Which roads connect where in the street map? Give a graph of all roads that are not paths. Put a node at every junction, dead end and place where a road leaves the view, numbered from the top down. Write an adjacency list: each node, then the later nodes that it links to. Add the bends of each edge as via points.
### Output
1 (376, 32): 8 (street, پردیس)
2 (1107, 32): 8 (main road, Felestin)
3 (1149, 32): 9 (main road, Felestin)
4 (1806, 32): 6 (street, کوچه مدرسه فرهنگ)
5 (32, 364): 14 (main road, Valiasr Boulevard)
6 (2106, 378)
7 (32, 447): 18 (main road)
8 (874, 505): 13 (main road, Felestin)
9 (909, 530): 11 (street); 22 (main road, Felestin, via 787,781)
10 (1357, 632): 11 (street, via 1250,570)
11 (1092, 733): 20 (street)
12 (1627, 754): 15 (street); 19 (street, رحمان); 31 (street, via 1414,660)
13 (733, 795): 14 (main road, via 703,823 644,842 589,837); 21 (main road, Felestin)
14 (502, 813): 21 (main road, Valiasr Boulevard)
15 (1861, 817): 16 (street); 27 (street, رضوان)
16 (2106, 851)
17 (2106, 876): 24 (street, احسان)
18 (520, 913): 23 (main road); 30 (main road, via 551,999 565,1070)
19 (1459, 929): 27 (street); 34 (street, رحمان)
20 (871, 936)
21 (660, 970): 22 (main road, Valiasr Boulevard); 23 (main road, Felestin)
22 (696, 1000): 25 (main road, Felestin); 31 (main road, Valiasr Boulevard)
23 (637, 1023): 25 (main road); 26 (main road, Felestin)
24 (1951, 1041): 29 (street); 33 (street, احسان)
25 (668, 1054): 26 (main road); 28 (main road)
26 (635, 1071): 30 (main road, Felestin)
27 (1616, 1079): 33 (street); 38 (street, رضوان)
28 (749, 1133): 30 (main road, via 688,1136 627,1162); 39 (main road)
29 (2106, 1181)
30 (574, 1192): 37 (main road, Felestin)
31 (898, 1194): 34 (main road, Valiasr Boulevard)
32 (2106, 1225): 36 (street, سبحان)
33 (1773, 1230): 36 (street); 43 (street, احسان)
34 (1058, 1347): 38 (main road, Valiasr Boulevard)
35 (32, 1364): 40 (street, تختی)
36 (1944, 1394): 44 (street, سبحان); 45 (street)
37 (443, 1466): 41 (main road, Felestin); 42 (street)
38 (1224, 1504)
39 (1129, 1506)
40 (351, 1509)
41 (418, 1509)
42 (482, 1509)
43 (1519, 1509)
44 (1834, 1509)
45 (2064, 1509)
:::
WHAT IS NEEDED
Set down the complete listing once more, exactly as it appears.

EXPECTED OUTPUT
Which roads connect where in the street map? Give a graph of all roads that are not paths. Put a node at every junction, dead end and place where a road leaves the view, numbered from the top down. Write an adjacency list: each node, then the later nodes that it links to. Add the bends of each edge as via points.
### Output
1 (376, 32): 8 (street, پردیس)
2 (1107, 32): 8 (main road, Felestin)
3 (1149, 32): 9 (main road, Felestin)
4 (1806, 32): 6 (street, کوچه مدرسه فرهنگ)
5 (32, 364): 14 (main road, Valiasr Boulevard)
6 (2106, 378)
7 (32, 447): 18 (main road)
8 (874, 505): 13 (main road, Felestin)
9 (909, 530): 11 (street); 22 (main road, Felestin, via 787,781)
10 (1357, 632): 11 (street, via 1250,570)
11 (1092, 733): 20 (street)
12 (1627, 754): 15 (street); 19 (street, رحمان); 31 (street, via 1414,660)
13 (733, 795): 14 (main road, via 703,823 644,842 589,837); 21 (main road, Felestin)
14 (502, 813): 21 (main road, Valiasr Boulevard)
15 (1861, 817): 16 (street); 27 (street, رضوان)
16 (2106, 851)
17 (2106, 876): 24 (street, احسان)
18 (520, 913): 23 (main road); 30 (main road, via 551,999 565,1070)
19 (1459, 929): 27 (street); 34 (street, رحمان)
20 (871, 936)
21 (660, 970): 22 (main road, Valiasr Boulevard); 23 (main road, Felestin)
22 (696, 1000): 25 (main road, Felestin); 31 (main road, Valiasr Boulevard)
23 (637, 1023): 25 (main road); 26 (main road, Felestin)
24 (1951, 1041): 29 (street); 33 (street, احسان)
25 (668, 1054): 26 (main road); 28 (main road)
26 (635, 1071): 30 (main road, Felestin)
27 (1616, 1079): 33 (street); 38 (street, رضوان)
28 (749, 1133): 30 (main road, via 688,1136 627,1162); 39 (main road)
29 (2106, 1181)
30 (574, 1192): 37 (main road, Felestin)
31 (898, 1194): 34 (main road, Valiasr Boulevard)
32 (2106, 1225): 36 (street, سبحان)
33 (1773, 1230): 36 (street); 43 (street, احسان)
34 (1058, 1347): 38 (main road, Valiasr Boulevard)
35 (32, 1364): 40 (street, تختی)
36 (1944, 1394): 44 (street, سبحان); 45 (street)
37 (443, 1466): 41 (main road, Felestin); 42 (street)
38 (1224, 1504)
39 (1129, 1506)
40 (351, 1509)
41 (418, 1509)
42 (482, 1509)
43 (1519, 1509)
44 (1834, 1509)
45 (2064, 1509)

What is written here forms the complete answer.